Stored items
:::::

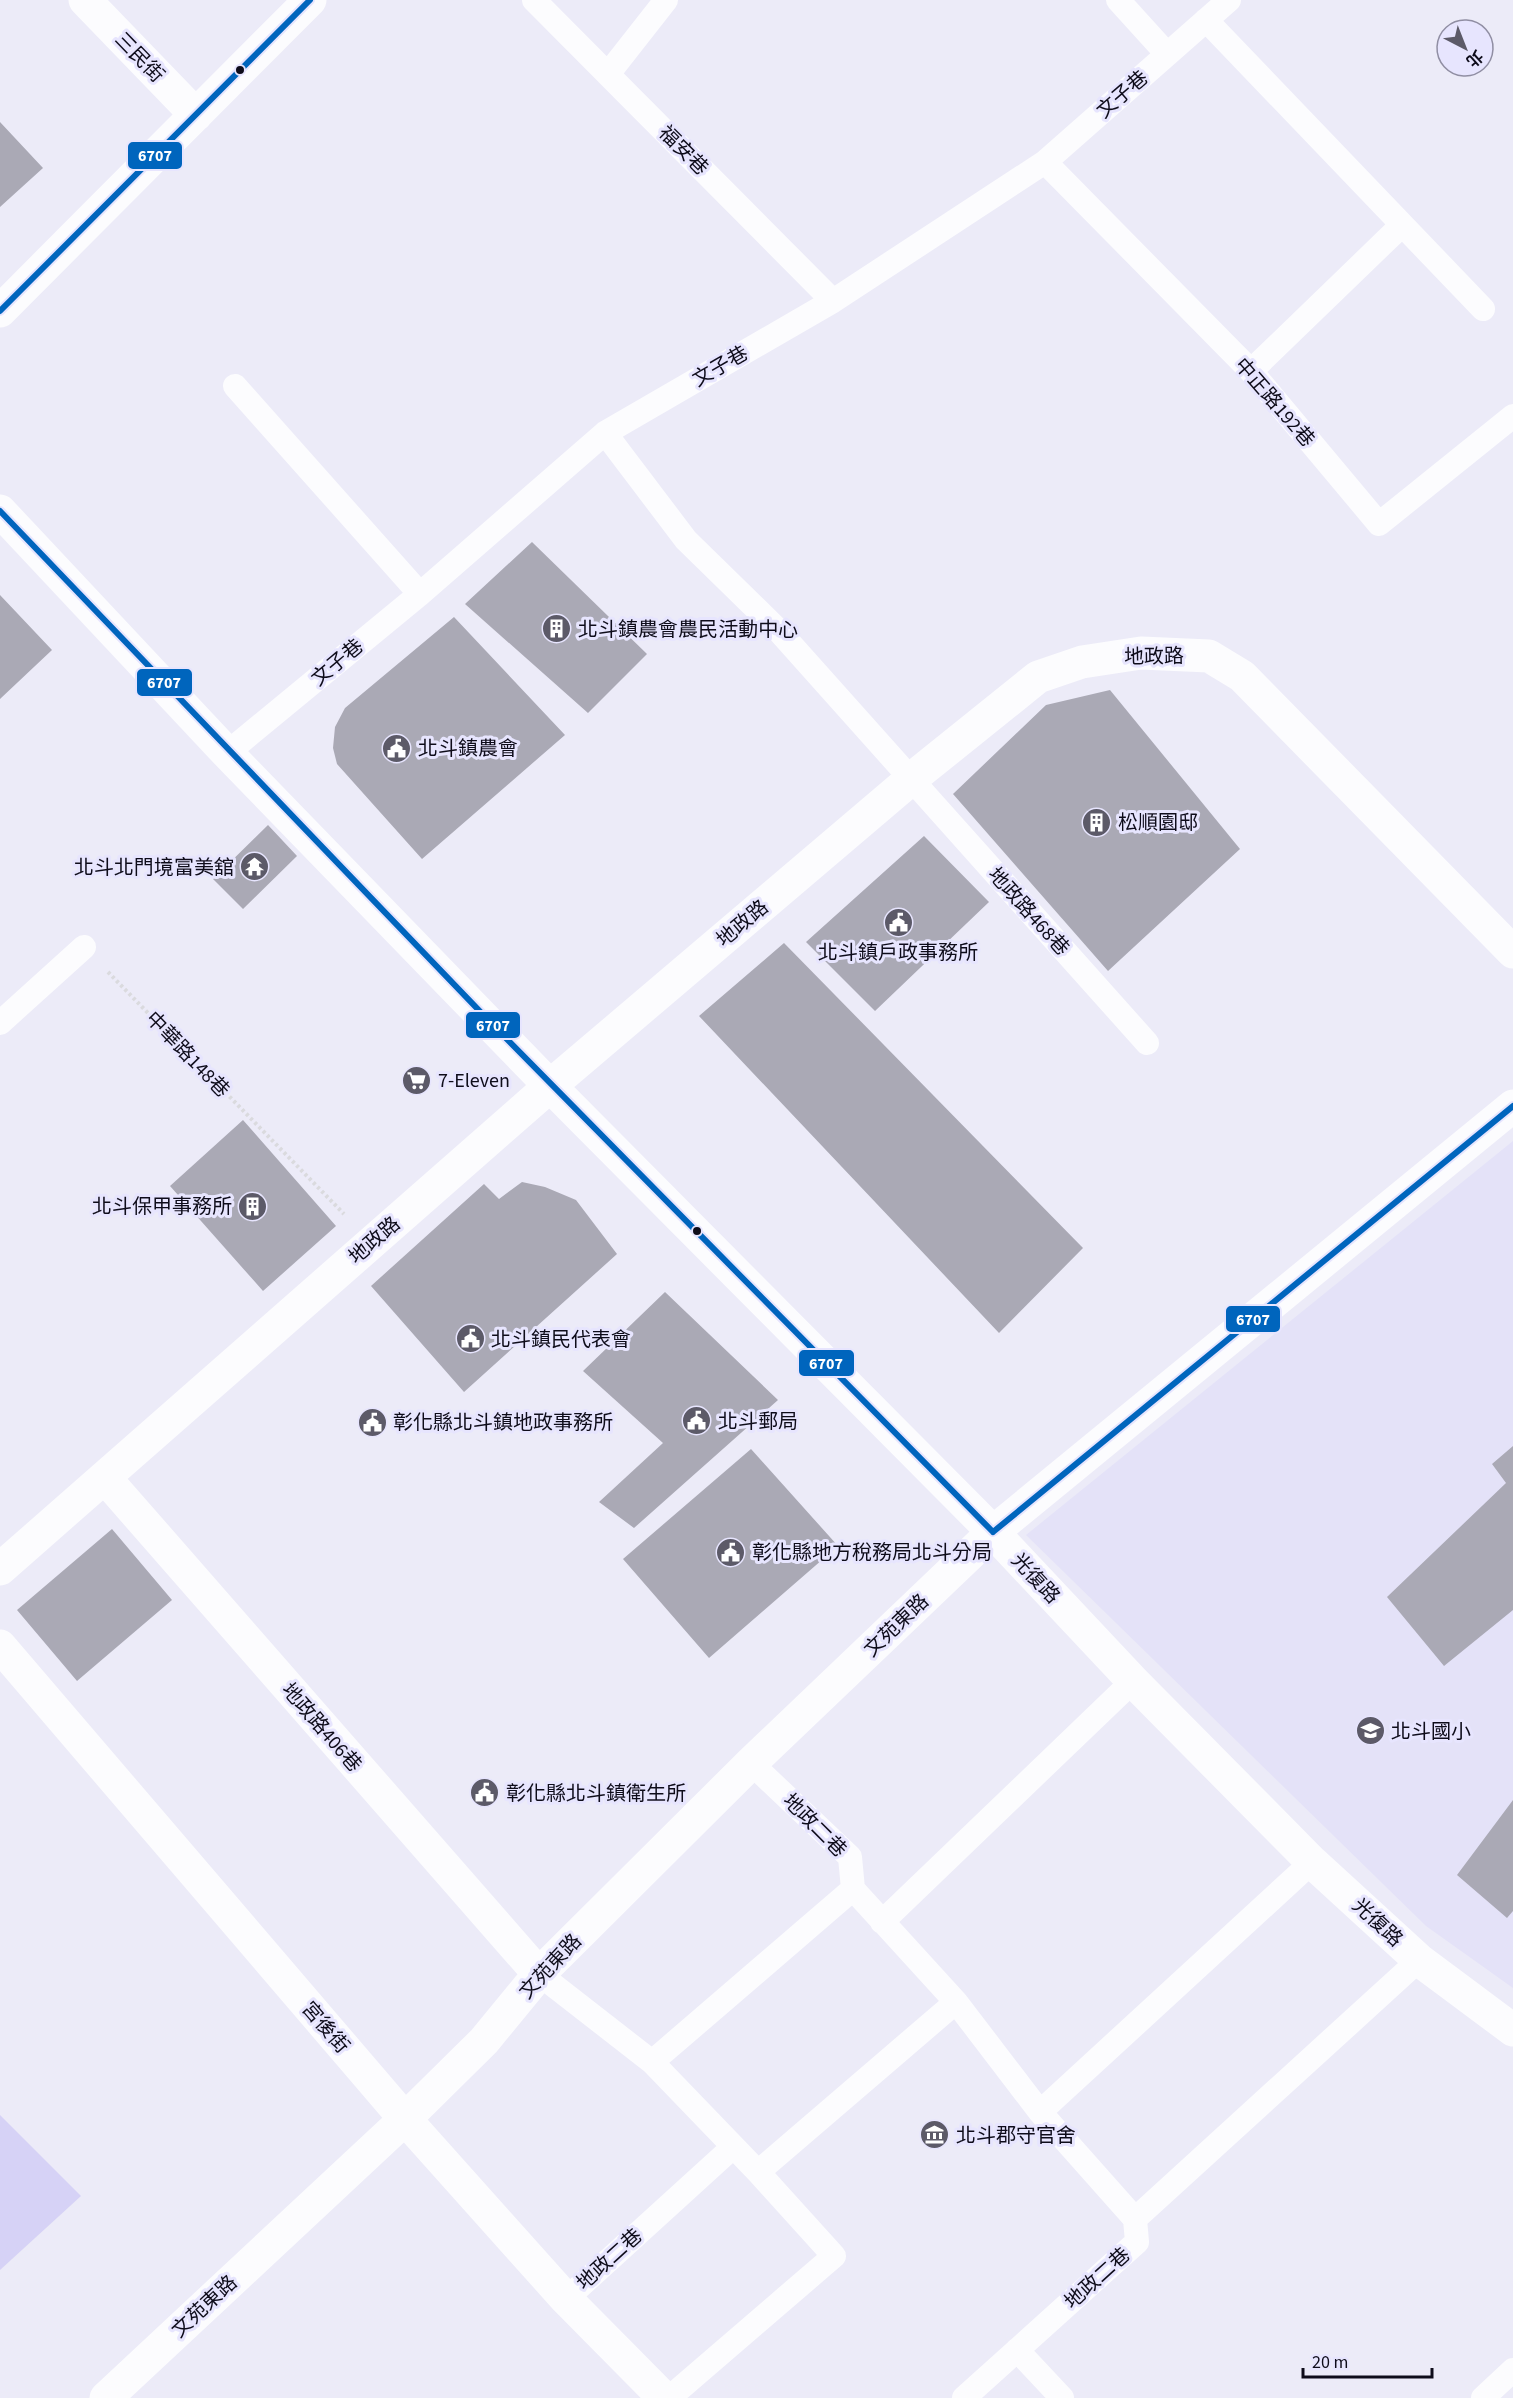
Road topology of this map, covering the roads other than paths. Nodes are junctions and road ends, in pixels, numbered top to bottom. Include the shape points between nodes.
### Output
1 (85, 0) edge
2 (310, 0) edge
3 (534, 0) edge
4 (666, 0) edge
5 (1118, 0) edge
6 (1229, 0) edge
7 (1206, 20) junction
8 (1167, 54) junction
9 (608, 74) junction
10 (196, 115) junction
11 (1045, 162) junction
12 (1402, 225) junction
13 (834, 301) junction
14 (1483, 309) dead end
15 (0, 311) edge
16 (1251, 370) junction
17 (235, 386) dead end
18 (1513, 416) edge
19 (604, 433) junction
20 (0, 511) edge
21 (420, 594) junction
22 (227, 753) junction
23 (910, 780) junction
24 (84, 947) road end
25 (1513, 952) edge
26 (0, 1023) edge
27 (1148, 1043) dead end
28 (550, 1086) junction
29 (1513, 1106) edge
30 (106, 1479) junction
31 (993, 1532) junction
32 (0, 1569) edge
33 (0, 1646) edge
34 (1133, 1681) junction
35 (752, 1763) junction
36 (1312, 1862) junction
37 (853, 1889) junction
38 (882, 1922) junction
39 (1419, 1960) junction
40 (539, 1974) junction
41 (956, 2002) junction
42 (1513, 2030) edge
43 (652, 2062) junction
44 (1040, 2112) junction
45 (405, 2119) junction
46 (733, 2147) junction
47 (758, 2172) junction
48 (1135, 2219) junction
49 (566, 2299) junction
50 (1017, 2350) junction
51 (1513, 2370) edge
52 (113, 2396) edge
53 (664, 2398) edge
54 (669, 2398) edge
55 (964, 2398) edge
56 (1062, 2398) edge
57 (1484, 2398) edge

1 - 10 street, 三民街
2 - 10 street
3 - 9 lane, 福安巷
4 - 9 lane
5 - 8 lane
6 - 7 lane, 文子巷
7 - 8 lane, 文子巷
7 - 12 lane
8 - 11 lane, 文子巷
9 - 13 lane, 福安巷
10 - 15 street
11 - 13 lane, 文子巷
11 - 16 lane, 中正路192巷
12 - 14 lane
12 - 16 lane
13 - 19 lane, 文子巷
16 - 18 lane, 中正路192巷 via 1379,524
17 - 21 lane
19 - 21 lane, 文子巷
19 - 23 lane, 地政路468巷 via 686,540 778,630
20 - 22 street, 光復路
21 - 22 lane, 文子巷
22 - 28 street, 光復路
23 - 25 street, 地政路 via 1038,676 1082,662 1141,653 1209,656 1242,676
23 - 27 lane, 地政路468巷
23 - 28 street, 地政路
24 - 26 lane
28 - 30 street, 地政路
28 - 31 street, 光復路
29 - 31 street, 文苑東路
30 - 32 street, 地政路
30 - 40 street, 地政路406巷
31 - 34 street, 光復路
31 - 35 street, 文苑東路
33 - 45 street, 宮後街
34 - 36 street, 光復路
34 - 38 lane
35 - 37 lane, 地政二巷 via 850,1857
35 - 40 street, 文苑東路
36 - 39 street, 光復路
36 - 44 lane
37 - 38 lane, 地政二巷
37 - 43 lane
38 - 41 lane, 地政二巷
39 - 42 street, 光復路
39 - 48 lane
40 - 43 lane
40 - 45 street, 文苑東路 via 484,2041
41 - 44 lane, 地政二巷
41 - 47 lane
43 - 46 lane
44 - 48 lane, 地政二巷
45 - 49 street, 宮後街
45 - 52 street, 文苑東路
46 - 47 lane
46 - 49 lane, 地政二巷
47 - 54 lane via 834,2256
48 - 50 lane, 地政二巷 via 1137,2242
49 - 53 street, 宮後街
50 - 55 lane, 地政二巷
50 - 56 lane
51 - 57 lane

:::::

> _TASK GOAL_: Looking through the data above, copy out each line in which the string "地政二巷" occurs.

> _RESULT OF THIS EXERCISE_:
35 - 37 lane, 地政二巷 via 850,1857
37 - 38 lane, 地政二巷
38 - 41 lane, 地政二巷
41 - 44 lane, 地政二巷
44 - 48 lane, 地政二巷
46 - 49 lane, 地政二巷
48 - 50 lane, 地政二巷 via 1137,2242
50 - 55 lane, 地政二巷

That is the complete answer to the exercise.